◆ Activity
Go over the listing below line by line, and return each one holding the string "view".

◆ Excerpted data
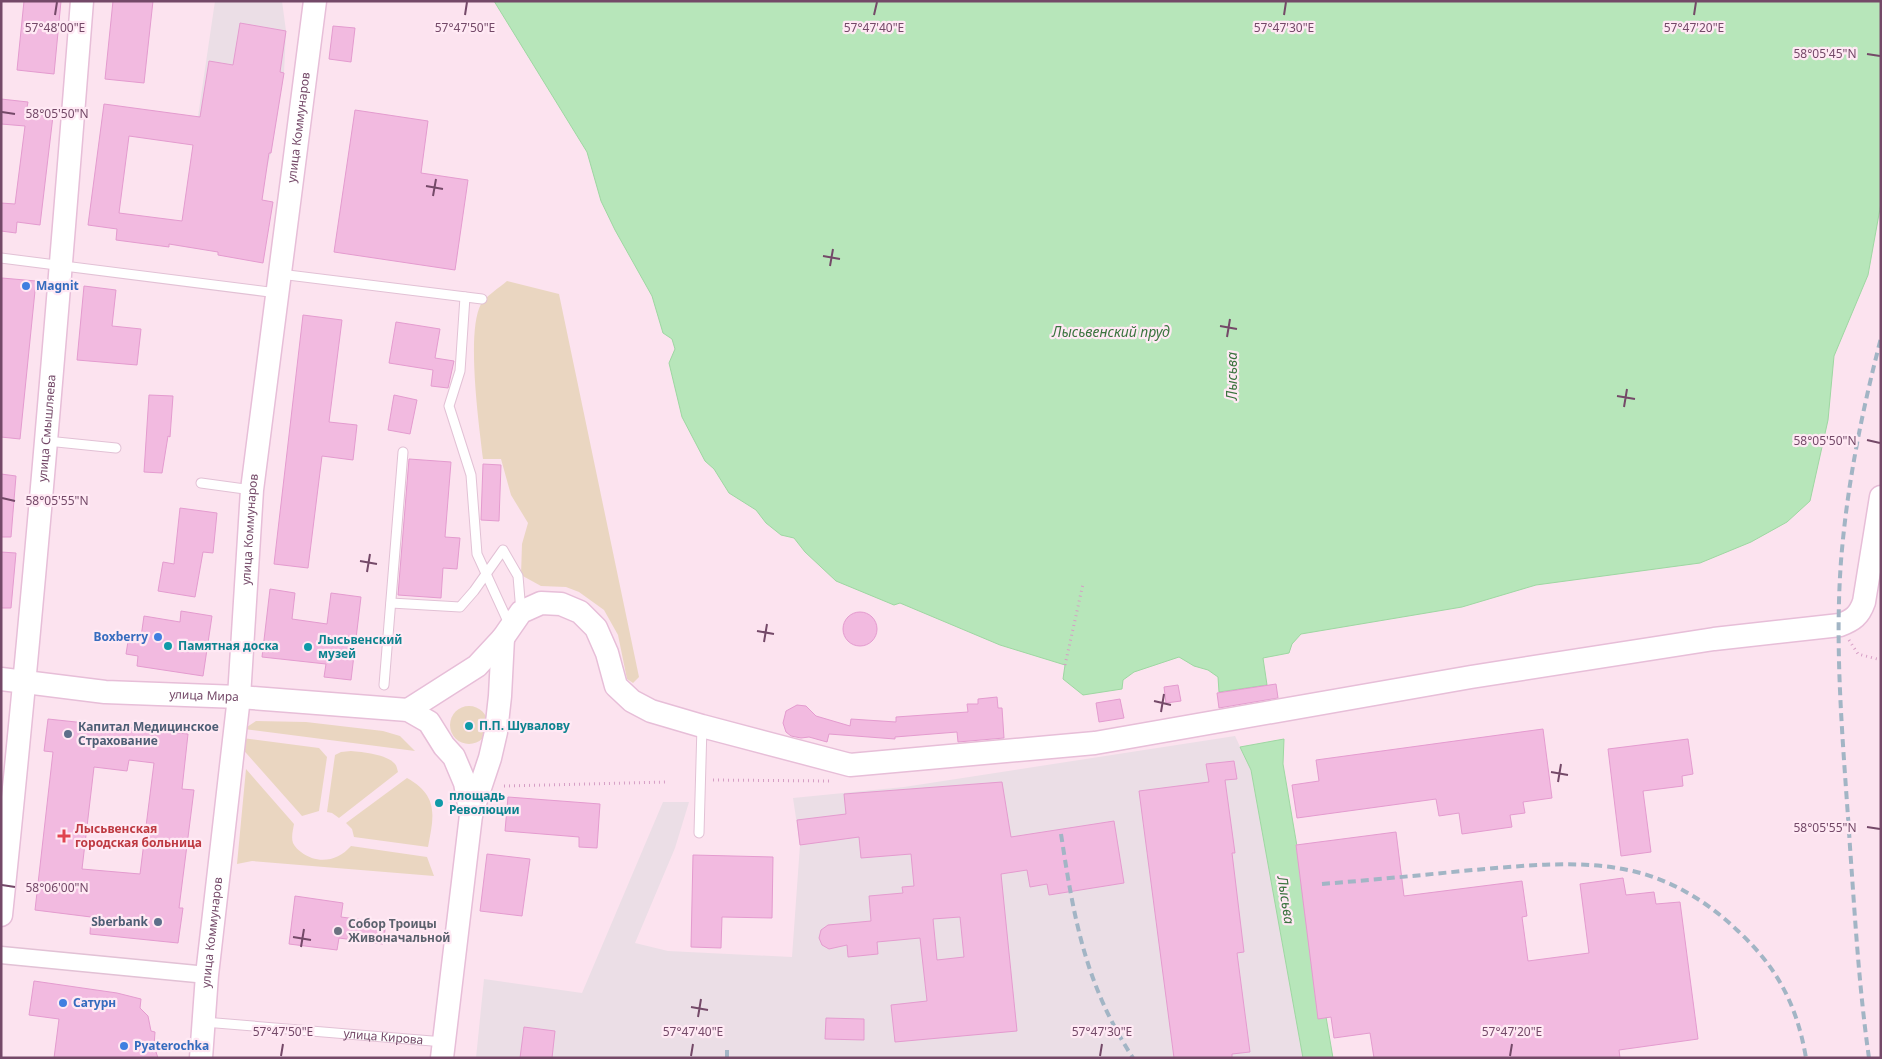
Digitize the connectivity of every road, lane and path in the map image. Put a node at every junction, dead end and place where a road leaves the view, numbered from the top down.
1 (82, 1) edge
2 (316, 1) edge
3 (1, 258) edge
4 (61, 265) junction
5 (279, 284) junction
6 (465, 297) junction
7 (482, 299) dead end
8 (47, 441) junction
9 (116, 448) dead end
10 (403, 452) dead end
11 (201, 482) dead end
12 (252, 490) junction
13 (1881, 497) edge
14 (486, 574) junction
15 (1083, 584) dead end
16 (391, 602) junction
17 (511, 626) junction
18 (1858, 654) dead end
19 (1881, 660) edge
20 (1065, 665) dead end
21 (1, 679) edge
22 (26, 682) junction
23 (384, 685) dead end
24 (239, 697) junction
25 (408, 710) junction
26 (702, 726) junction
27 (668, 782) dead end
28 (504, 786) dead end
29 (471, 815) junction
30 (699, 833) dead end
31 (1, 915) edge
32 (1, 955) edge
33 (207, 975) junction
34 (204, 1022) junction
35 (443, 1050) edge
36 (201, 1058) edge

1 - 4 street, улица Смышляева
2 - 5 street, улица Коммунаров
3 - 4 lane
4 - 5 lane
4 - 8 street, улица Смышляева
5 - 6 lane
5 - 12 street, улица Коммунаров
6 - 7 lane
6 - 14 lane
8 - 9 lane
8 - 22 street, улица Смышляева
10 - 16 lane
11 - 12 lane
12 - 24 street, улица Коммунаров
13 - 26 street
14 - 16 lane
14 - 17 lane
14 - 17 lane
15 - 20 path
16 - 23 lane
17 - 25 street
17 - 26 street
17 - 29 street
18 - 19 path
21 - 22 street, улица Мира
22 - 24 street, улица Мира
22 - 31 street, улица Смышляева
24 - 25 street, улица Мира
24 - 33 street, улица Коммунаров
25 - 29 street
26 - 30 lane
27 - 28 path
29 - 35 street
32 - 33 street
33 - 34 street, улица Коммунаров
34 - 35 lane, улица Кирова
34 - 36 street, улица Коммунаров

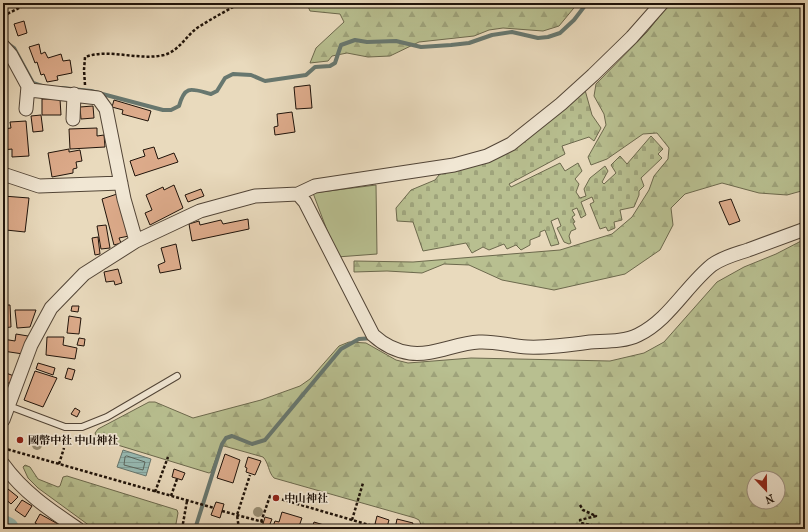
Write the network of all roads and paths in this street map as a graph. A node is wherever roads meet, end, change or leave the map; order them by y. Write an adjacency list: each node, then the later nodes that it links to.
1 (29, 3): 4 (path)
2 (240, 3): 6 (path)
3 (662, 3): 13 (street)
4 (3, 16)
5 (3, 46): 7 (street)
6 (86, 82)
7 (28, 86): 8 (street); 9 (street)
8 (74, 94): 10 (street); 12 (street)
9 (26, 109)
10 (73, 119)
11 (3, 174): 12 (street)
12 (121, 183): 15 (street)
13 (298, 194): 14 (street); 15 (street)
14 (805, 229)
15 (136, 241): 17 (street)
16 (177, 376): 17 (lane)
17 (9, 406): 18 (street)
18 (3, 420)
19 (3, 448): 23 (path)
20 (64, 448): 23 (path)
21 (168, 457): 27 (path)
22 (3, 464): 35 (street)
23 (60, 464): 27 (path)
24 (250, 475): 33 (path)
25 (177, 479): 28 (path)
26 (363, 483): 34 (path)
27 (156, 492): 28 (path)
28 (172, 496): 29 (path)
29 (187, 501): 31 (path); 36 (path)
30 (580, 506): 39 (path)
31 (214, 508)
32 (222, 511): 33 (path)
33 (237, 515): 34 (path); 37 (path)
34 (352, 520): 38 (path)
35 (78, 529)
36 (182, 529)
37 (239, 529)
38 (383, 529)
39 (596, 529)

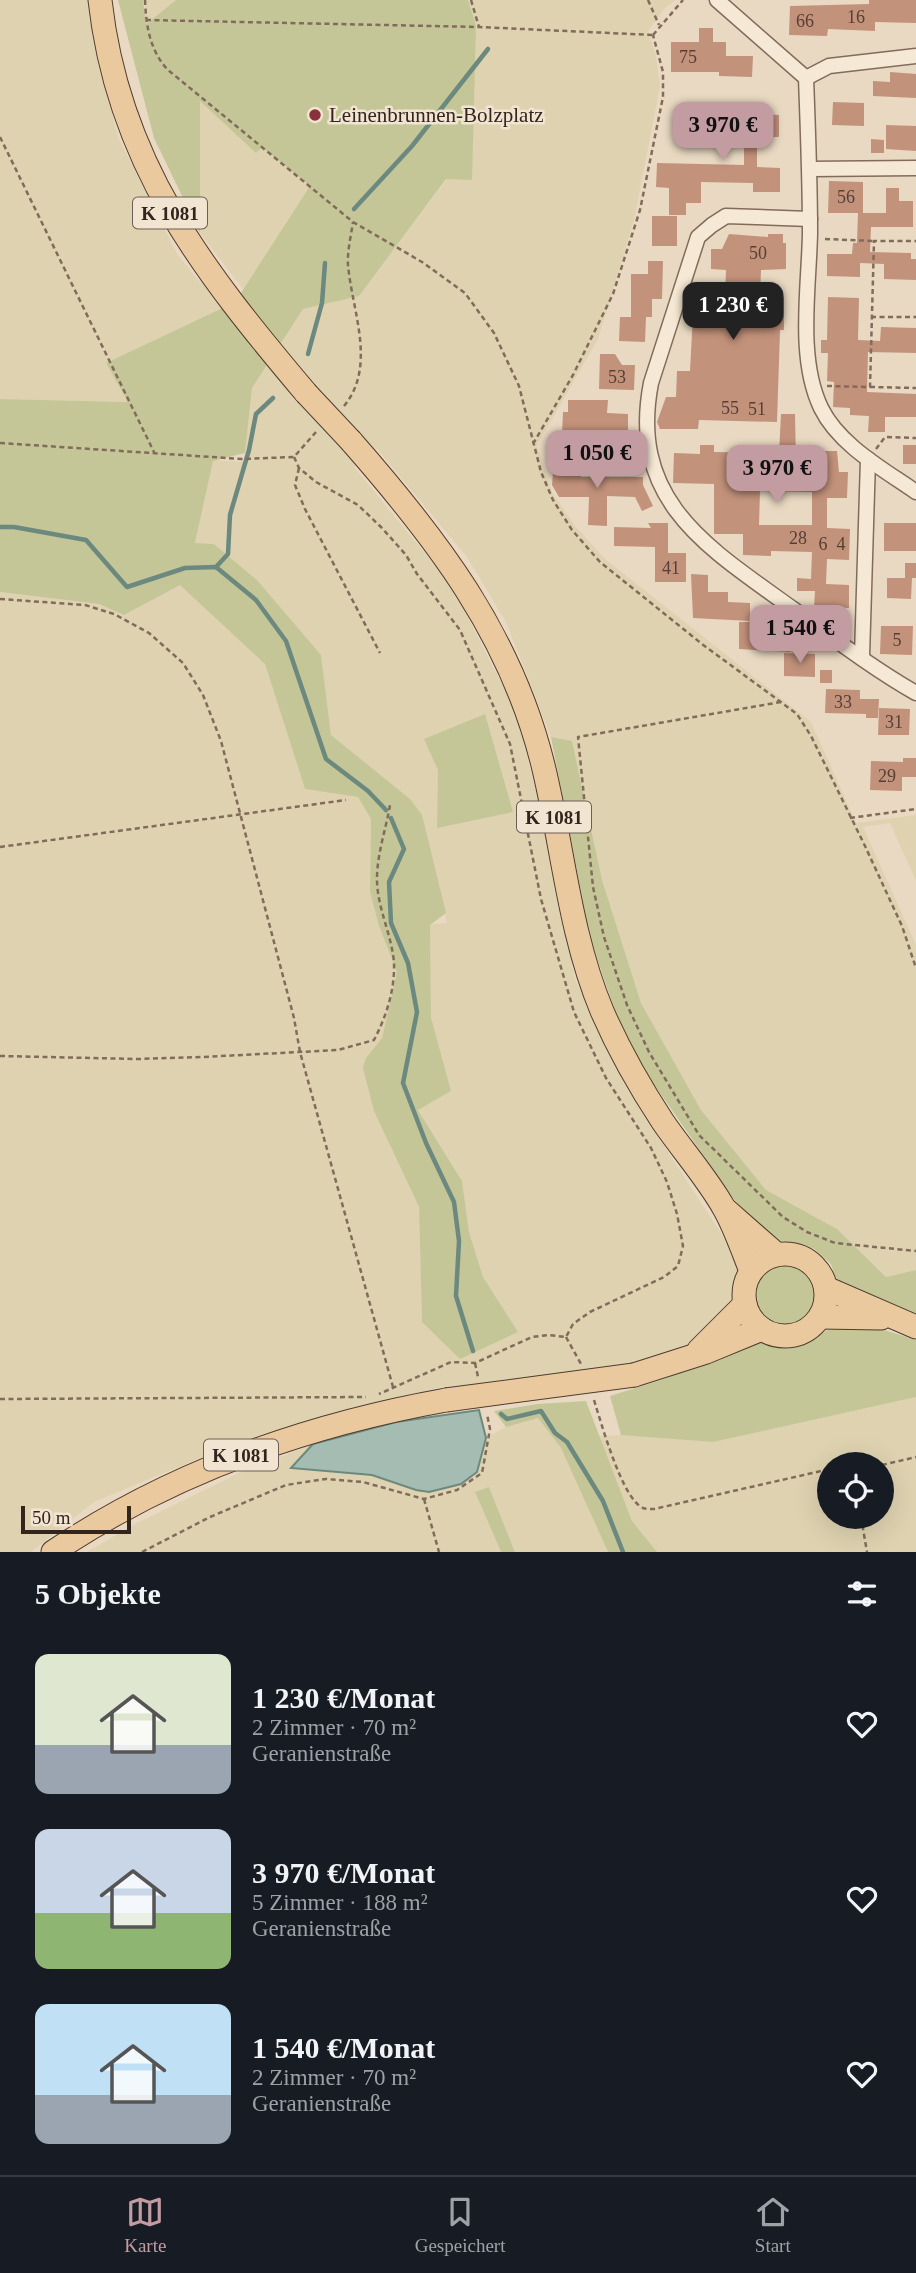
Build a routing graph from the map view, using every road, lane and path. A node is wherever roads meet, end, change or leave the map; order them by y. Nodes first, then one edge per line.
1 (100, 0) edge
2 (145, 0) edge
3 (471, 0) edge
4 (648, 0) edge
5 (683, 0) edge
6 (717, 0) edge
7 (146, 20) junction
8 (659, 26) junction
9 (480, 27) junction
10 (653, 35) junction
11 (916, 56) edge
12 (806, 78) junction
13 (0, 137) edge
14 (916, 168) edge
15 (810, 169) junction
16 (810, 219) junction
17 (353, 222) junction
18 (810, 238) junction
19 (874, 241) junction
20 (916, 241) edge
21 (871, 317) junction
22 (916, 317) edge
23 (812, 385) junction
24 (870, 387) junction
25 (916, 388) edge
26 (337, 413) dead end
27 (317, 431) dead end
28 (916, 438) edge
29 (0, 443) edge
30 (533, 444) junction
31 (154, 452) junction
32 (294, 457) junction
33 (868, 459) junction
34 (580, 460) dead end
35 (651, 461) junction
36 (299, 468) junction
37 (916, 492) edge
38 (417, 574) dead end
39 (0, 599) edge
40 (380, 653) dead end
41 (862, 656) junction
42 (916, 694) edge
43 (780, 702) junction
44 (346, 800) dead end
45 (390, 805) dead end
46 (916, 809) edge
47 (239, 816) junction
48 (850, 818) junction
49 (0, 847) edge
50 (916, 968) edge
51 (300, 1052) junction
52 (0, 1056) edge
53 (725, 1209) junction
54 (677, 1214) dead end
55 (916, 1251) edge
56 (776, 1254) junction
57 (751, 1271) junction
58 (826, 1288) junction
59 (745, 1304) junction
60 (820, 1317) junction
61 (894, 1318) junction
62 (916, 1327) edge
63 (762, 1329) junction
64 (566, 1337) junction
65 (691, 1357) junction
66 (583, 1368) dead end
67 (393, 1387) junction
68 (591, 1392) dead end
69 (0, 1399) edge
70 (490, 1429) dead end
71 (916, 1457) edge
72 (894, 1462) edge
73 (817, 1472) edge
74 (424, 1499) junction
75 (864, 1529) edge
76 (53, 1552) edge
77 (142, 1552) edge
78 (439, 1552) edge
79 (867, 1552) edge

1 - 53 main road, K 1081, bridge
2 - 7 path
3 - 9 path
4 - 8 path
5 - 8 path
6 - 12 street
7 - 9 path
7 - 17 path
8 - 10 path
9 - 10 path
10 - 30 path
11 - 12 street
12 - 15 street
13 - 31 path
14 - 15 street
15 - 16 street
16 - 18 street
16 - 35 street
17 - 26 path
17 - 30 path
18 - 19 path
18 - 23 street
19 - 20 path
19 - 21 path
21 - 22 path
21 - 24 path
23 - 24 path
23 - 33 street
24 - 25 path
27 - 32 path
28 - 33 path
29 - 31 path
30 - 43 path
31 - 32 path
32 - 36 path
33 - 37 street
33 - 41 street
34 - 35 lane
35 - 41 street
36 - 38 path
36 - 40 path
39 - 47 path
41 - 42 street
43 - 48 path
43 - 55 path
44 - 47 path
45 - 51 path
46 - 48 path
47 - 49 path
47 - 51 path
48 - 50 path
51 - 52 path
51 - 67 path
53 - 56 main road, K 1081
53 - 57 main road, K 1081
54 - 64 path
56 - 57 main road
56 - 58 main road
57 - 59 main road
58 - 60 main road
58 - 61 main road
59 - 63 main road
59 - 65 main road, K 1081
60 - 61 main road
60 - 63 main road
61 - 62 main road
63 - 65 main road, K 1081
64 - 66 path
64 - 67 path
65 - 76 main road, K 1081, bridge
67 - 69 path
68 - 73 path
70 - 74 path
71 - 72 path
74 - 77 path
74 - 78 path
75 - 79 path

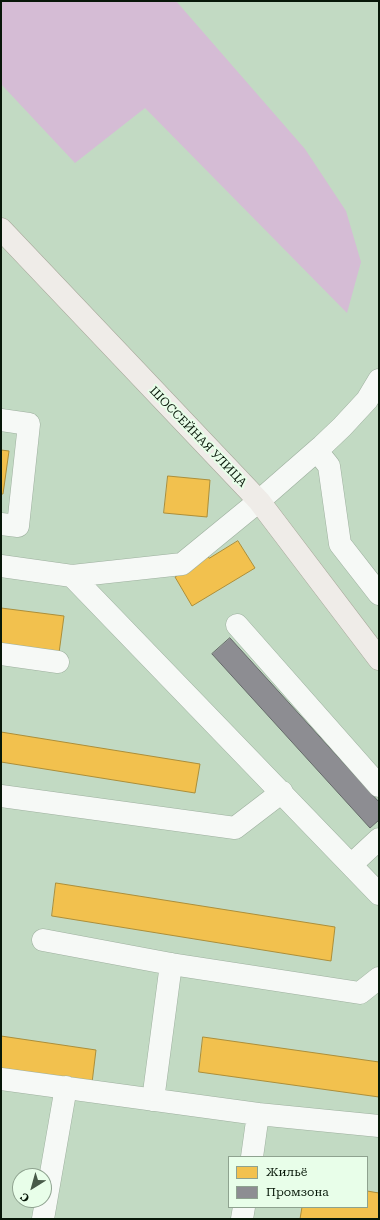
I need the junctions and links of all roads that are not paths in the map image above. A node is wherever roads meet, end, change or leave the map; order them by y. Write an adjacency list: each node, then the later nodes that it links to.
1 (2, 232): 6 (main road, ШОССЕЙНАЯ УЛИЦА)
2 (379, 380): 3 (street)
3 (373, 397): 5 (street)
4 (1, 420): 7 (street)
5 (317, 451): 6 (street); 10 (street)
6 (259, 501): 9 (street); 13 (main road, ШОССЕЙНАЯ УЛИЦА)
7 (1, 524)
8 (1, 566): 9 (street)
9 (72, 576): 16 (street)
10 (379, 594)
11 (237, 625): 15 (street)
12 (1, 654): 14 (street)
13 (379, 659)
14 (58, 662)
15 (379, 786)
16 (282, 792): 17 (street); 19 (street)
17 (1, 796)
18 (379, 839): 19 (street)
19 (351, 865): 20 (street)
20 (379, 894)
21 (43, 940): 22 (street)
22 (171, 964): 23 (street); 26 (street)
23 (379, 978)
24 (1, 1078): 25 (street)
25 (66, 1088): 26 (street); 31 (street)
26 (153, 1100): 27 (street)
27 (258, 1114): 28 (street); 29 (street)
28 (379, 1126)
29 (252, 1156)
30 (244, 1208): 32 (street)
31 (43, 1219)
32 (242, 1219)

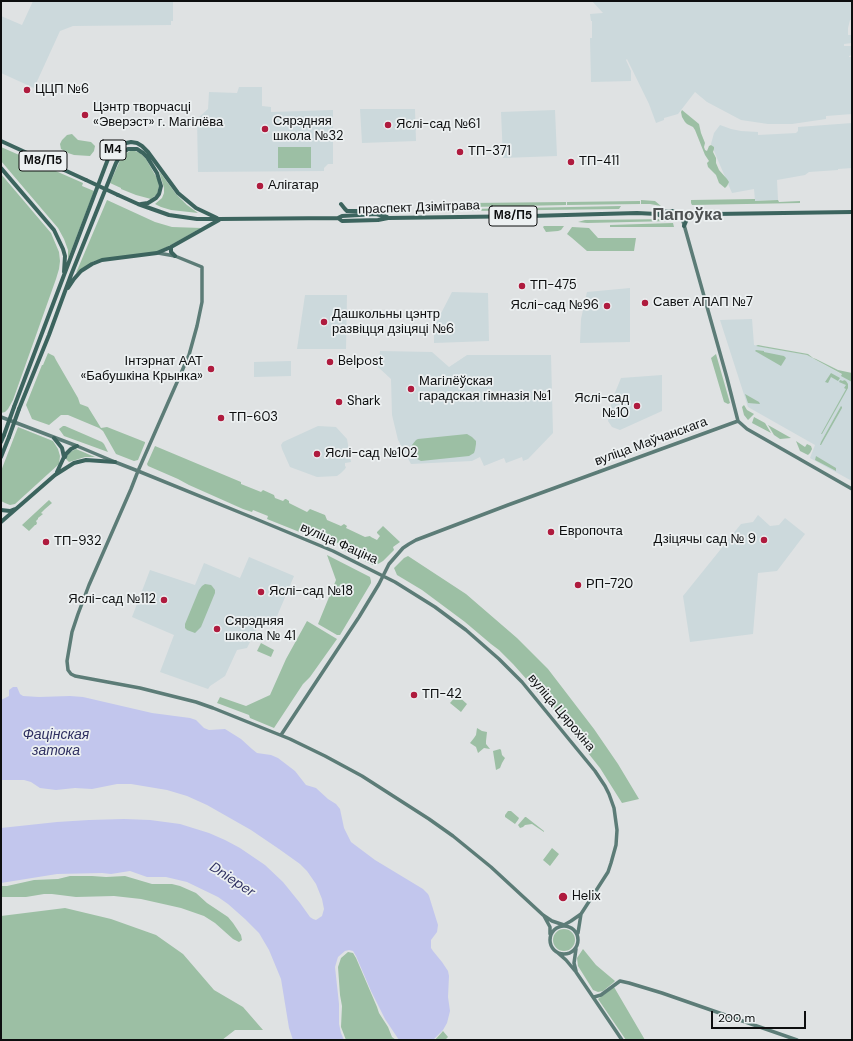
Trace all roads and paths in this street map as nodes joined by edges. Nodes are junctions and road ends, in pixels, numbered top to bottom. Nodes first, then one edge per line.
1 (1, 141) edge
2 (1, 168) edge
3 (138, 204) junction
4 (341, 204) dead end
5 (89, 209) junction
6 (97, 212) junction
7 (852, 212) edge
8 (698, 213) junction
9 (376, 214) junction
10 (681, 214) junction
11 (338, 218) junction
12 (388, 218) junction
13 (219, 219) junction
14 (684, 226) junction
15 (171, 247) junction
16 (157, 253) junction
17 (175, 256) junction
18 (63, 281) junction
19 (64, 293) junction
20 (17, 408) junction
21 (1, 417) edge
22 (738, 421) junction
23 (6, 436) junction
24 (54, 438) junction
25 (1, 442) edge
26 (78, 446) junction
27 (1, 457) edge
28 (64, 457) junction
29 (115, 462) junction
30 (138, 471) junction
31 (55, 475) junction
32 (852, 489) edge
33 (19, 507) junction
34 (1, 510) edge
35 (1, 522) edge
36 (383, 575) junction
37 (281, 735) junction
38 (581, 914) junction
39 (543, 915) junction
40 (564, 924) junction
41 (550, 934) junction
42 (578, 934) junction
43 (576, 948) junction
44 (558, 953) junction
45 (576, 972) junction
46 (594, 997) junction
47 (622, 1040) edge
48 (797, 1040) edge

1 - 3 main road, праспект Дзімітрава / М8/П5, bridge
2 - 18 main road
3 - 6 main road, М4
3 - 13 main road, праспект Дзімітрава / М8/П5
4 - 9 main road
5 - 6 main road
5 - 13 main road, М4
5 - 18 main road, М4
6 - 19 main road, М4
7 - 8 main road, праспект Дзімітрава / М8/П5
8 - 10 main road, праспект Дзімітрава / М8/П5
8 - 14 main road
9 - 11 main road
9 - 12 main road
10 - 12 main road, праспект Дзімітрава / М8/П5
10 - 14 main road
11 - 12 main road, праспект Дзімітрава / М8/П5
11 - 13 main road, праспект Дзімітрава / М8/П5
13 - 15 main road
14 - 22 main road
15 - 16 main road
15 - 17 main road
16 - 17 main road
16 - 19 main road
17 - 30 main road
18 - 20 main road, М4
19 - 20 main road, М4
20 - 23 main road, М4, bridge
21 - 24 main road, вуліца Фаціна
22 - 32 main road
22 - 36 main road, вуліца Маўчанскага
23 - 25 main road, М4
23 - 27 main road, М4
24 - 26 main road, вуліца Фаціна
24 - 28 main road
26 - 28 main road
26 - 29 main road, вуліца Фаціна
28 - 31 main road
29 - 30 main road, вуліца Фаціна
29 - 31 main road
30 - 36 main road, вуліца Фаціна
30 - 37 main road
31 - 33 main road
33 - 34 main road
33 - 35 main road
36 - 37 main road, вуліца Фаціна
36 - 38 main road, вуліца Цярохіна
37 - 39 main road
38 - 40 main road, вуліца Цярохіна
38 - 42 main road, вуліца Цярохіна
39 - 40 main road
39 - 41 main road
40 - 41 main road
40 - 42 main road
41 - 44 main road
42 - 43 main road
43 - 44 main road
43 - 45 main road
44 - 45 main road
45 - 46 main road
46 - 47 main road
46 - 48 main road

◆ Exercise solution
Digitize the connectivity of every road, lane and path in the map image. Put a node at every junction, dead end and place where a road leaves the view, numbered from the top down.
Build a routing graph from the map view, using every road, lane and path. A node is wherever roads meet, end, change or leave the map; order them by y. Nodes first, then one edge per line.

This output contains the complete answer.